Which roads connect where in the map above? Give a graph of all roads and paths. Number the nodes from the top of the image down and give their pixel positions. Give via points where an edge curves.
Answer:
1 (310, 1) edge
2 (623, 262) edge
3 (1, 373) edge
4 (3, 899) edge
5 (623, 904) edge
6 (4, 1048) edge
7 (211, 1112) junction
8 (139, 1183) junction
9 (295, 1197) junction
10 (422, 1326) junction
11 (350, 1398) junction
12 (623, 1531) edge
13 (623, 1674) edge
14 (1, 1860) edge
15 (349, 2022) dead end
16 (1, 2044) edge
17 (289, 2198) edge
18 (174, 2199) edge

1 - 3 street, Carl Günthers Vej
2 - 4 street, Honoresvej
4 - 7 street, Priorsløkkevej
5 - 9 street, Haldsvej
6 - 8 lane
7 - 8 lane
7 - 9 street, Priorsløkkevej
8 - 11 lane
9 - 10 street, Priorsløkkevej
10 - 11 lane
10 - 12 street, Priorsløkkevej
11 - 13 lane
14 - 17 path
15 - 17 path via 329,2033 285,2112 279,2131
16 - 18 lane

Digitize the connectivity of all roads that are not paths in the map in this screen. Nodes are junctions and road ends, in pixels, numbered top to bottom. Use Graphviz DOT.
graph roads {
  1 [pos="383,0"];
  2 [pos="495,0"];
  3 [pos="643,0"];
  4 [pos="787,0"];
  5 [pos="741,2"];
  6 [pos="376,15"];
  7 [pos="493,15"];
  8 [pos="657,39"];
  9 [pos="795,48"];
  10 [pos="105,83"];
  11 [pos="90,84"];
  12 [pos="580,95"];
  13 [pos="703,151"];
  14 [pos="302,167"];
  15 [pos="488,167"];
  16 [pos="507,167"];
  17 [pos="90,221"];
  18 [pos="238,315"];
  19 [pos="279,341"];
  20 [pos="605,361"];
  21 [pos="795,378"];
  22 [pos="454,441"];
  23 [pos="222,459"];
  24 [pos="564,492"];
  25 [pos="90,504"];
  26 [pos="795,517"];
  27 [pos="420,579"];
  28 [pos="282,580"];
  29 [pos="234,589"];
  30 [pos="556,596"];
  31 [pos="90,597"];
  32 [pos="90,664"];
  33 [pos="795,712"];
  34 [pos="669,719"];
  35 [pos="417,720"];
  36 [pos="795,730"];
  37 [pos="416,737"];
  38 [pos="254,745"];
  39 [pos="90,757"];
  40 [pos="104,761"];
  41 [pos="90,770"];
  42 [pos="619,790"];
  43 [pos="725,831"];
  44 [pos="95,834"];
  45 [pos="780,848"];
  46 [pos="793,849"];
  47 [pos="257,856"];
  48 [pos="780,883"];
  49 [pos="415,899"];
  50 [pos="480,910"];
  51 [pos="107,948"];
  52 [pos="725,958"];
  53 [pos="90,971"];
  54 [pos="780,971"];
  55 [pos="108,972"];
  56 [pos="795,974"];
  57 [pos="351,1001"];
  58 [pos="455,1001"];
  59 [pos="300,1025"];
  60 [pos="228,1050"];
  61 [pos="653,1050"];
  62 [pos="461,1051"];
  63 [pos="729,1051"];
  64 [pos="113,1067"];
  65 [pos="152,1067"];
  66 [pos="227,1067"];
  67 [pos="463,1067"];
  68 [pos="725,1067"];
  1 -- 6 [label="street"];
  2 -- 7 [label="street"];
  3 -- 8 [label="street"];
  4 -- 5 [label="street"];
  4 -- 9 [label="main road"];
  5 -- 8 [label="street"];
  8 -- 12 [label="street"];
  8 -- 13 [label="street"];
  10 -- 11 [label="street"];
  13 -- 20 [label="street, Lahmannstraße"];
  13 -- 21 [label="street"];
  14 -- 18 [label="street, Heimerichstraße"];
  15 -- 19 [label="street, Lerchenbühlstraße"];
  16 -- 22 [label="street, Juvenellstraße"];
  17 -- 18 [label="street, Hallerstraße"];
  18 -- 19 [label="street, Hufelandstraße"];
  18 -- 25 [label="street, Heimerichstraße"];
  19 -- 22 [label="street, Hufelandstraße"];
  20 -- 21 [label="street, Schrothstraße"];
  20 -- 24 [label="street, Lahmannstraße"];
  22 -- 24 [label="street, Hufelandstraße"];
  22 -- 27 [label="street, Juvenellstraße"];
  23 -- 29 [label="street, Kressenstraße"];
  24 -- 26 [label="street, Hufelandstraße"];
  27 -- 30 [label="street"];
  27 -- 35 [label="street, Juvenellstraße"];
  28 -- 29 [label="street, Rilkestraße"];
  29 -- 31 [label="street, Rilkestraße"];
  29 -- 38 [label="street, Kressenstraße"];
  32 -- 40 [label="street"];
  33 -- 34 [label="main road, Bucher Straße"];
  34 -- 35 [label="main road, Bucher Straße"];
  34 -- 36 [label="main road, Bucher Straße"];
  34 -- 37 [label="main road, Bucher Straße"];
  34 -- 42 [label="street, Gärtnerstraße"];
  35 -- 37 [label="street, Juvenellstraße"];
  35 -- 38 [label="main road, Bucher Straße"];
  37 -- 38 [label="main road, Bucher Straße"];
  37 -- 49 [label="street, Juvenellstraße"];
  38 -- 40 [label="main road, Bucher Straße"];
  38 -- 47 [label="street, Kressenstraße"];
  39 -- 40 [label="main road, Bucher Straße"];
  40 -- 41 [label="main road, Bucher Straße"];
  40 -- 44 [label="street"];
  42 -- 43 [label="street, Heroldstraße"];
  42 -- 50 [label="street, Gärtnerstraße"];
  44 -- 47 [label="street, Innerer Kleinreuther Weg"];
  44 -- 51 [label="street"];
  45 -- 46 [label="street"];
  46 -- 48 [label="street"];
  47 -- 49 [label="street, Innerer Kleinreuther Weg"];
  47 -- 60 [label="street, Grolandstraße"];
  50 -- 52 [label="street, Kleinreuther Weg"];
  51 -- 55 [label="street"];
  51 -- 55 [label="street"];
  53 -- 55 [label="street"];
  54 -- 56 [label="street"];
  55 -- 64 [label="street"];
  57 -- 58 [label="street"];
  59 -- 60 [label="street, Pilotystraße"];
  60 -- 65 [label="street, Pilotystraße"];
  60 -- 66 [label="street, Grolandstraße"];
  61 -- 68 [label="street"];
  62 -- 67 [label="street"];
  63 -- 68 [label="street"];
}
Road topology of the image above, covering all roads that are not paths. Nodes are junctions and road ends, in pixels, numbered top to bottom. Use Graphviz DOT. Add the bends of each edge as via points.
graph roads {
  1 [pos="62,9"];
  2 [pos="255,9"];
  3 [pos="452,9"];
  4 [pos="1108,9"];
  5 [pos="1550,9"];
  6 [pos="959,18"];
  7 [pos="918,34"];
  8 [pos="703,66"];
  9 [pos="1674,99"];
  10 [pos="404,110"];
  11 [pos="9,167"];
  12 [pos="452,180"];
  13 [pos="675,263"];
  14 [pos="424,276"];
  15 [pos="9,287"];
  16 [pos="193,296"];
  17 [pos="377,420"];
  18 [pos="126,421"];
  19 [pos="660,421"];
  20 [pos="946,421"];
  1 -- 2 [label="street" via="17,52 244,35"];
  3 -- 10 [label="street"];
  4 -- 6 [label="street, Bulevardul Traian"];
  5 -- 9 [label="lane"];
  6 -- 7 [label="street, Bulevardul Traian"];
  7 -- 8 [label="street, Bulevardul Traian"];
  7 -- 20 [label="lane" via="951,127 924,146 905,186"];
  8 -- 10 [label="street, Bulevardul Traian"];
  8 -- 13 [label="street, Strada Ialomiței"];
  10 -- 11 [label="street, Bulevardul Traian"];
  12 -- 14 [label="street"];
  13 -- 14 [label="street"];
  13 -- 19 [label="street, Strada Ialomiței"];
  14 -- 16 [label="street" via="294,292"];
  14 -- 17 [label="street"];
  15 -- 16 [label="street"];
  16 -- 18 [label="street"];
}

# What you will do
Every record above is to be copied out exactly.

# Finished task
Which roads connect where in the map above? Give a graph of all roads and paths. Number the nodes from the top of the image down and give their pixel positions. Give via points where an edge curves.
Answer:
1 (310, 1) edge
2 (623, 262) edge
3 (1, 373) edge
4 (3, 899) edge
5 (623, 904) edge
6 (4, 1048) edge
7 (211, 1112) junction
8 (139, 1183) junction
9 (295, 1197) junction
10 (422, 1326) junction
11 (350, 1398) junction
12 (623, 1531) edge
13 (623, 1674) edge
14 (1, 1860) edge
15 (349, 2022) dead end
16 (1, 2044) edge
17 (289, 2198) edge
18 (174, 2199) edge

1 - 3 street, Carl Günthers Vej
2 - 4 street, Honoresvej
4 - 7 street, Priorsløkkevej
5 - 9 street, Haldsvej
6 - 8 lane
7 - 8 lane
7 - 9 street, Priorsløkkevej
8 - 11 lane
9 - 10 street, Priorsløkkevej
10 - 11 lane
10 - 12 street, Priorsløkkevej
11 - 13 lane
14 - 17 path
15 - 17 path via 329,2033 285,2112 279,2131
16 - 18 lane

Digitize the connectivity of all roads that are not paths in the map in this screen. Nodes are junctions and road ends, in pixels, numbered top to bottom. Use Graphviz DOT.
graph roads {
  1 [pos="383,0"];
  2 [pos="495,0"];
  3 [pos="643,0"];
  4 [pos="787,0"];
  5 [pos="741,2"];
  6 [pos="376,15"];
  7 [pos="493,15"];
  8 [pos="657,39"];
  9 [pos="795,48"];
  10 [pos="105,83"];
  11 [pos="90,84"];
  12 [pos="580,95"];
  13 [pos="703,151"];
  14 [pos="302,167"];
  15 [pos="488,167"];
  16 [pos="507,167"];
  17 [pos="90,221"];
  18 [pos="238,315"];
  19 [pos="279,341"];
  20 [pos="605,361"];
  21 [pos="795,378"];
  22 [pos="454,441"];
  23 [pos="222,459"];
  24 [pos="564,492"];
  25 [pos="90,504"];
  26 [pos="795,517"];
  27 [pos="420,579"];
  28 [pos="282,580"];
  29 [pos="234,589"];
  30 [pos="556,596"];
  31 [pos="90,597"];
  32 [pos="90,664"];
  33 [pos="795,712"];
  34 [pos="669,719"];
  35 [pos="417,720"];
  36 [pos="795,730"];
  37 [pos="416,737"];
  38 [pos="254,745"];
  39 [pos="90,757"];
  40 [pos="104,761"];
  41 [pos="90,770"];
  42 [pos="619,790"];
  43 [pos="725,831"];
  44 [pos="95,834"];
  45 [pos="780,848"];
  46 [pos="793,849"];
  47 [pos="257,856"];
  48 [pos="780,883"];
  49 [pos="415,899"];
  50 [pos="480,910"];
  51 [pos="107,948"];
  52 [pos="725,958"];
  53 [pos="90,971"];
  54 [pos="780,971"];
  55 [pos="108,972"];
  56 [pos="795,974"];
  57 [pos="351,1001"];
  58 [pos="455,1001"];
  59 [pos="300,1025"];
  60 [pos="228,1050"];
  61 [pos="653,1050"];
  62 [pos="461,1051"];
  63 [pos="729,1051"];
  64 [pos="113,1067"];
  65 [pos="152,1067"];
  66 [pos="227,1067"];
  67 [pos="463,1067"];
  68 [pos="725,1067"];
  1 -- 6 [label="street"];
  2 -- 7 [label="street"];
  3 -- 8 [label="street"];
  4 -- 5 [label="street"];
  4 -- 9 [label="main road"];
  5 -- 8 [label="street"];
  8 -- 12 [label="street"];
  8 -- 13 [label="street"];
  10 -- 11 [label="street"];
  13 -- 20 [label="street, Lahmannstraße"];
  13 -- 21 [label="street"];
  14 -- 18 [label="street, Heimerichstraße"];
  15 -- 19 [label="street, Lerchenbühlstraße"];
  16 -- 22 [label="street, Juvenellstraße"];
  17 -- 18 [label="street, Hallerstraße"];
  18 -- 19 [label="street, Hufelandstraße"];
  18 -- 25 [label="street, Heimerichstraße"];
  19 -- 22 [label="street, Hufelandstraße"];
  20 -- 21 [label="street, Schrothstraße"];
  20 -- 24 [label="street, Lahmannstraße"];
  22 -- 24 [label="street, Hufelandstraße"];
  22 -- 27 [label="street, Juvenellstraße"];
  23 -- 29 [label="street, Kressenstraße"];
  24 -- 26 [label="street, Hufelandstraße"];
  27 -- 30 [label="street"];
  27 -- 35 [label="street, Juvenellstraße"];
  28 -- 29 [label="street, Rilkestraße"];
  29 -- 31 [label="street, Rilkestraße"];
  29 -- 38 [label="street, Kressenstraße"];
  32 -- 40 [label="street"];
  33 -- 34 [label="main road, Bucher Straße"];
  34 -- 35 [label="main road, Bucher Straße"];
  34 -- 36 [label="main road, Bucher Straße"];
  34 -- 37 [label="main road, Bucher Straße"];
  34 -- 42 [label="street, Gärtnerstraße"];
  35 -- 37 [label="street, Juvenellstraße"];
  35 -- 38 [label="main road, Bucher Straße"];
  37 -- 38 [label="main road, Bucher Straße"];
  37 -- 49 [label="street, Juvenellstraße"];
  38 -- 40 [label="main road, Bucher Straße"];
  38 -- 47 [label="street, Kressenstraße"];
  39 -- 40 [label="main road, Bucher Straße"];
  40 -- 41 [label="main road, Bucher Straße"];
  40 -- 44 [label="street"];
  42 -- 43 [label="street, Heroldstraße"];
  42 -- 50 [label="street, Gärtnerstraße"];
  44 -- 47 [label="street, Innerer Kleinreuther Weg"];
  44 -- 51 [label="street"];
  45 -- 46 [label="street"];
  46 -- 48 [label="street"];
  47 -- 49 [label="street, Innerer Kleinreuther Weg"];
  47 -- 60 [label="street, Grolandstraße"];
  50 -- 52 [label="street, Kleinreuther Weg"];
  51 -- 55 [label="street"];
  51 -- 55 [label="street"];
  53 -- 55 [label="street"];
  54 -- 56 [label="street"];
  55 -- 64 [label="street"];
  57 -- 58 [label="street"];
  59 -- 60 [label="street, Pilotystraße"];
  60 -- 65 [label="street, Pilotystraße"];
  60 -- 66 [label="street, Grolandstraße"];
  61 -- 68 [label="street"];
  62 -- 67 [label="street"];
  63 -- 68 [label="street"];
}
Road topology of the image above, covering all roads that are not paths. Nodes are junctions and road ends, in pixels, numbered top to bottom. Use Graphviz DOT. Add the bends of each edge as via points.
graph roads {
  1 [pos="62,9"];
  2 [pos="255,9"];
  3 [pos="452,9"];
  4 [pos="1108,9"];
  5 [pos="1550,9"];
  6 [pos="959,18"];
  7 [pos="918,34"];
  8 [pos="703,66"];
  9 [pos="1674,99"];
  10 [pos="404,110"];
  11 [pos="9,167"];
  12 [pos="452,180"];
  13 [pos="675,263"];
  14 [pos="424,276"];
  15 [pos="9,287"];
  16 [pos="193,296"];
  17 [pos="377,420"];
  18 [pos="126,421"];
  19 [pos="660,421"];
  20 [pos="946,421"];
  1 -- 2 [label="street" via="17,52 244,35"];
  3 -- 10 [label="street"];
  4 -- 6 [label="street, Bulevardul Traian"];
  5 -- 9 [label="lane"];
  6 -- 7 [label="street, Bulevardul Traian"];
  7 -- 8 [label="street, Bulevardul Traian"];
  7 -- 20 [label="lane" via="951,127 924,146 905,186"];
  8 -- 10 [label="street, Bulevardul Traian"];
  8 -- 13 [label="street, Strada Ialomiței"];
  10 -- 11 [label="street, Bulevardul Traian"];
  12 -- 14 [label="street"];
  13 -- 14 [label="street"];
  13 -- 19 [label="street, Strada Ialomiței"];
  14 -- 16 [label="street" via="294,292"];
  14 -- 17 [label="street"];
  15 -- 16 [label="street"];
  16 -- 18 [label="street"];
}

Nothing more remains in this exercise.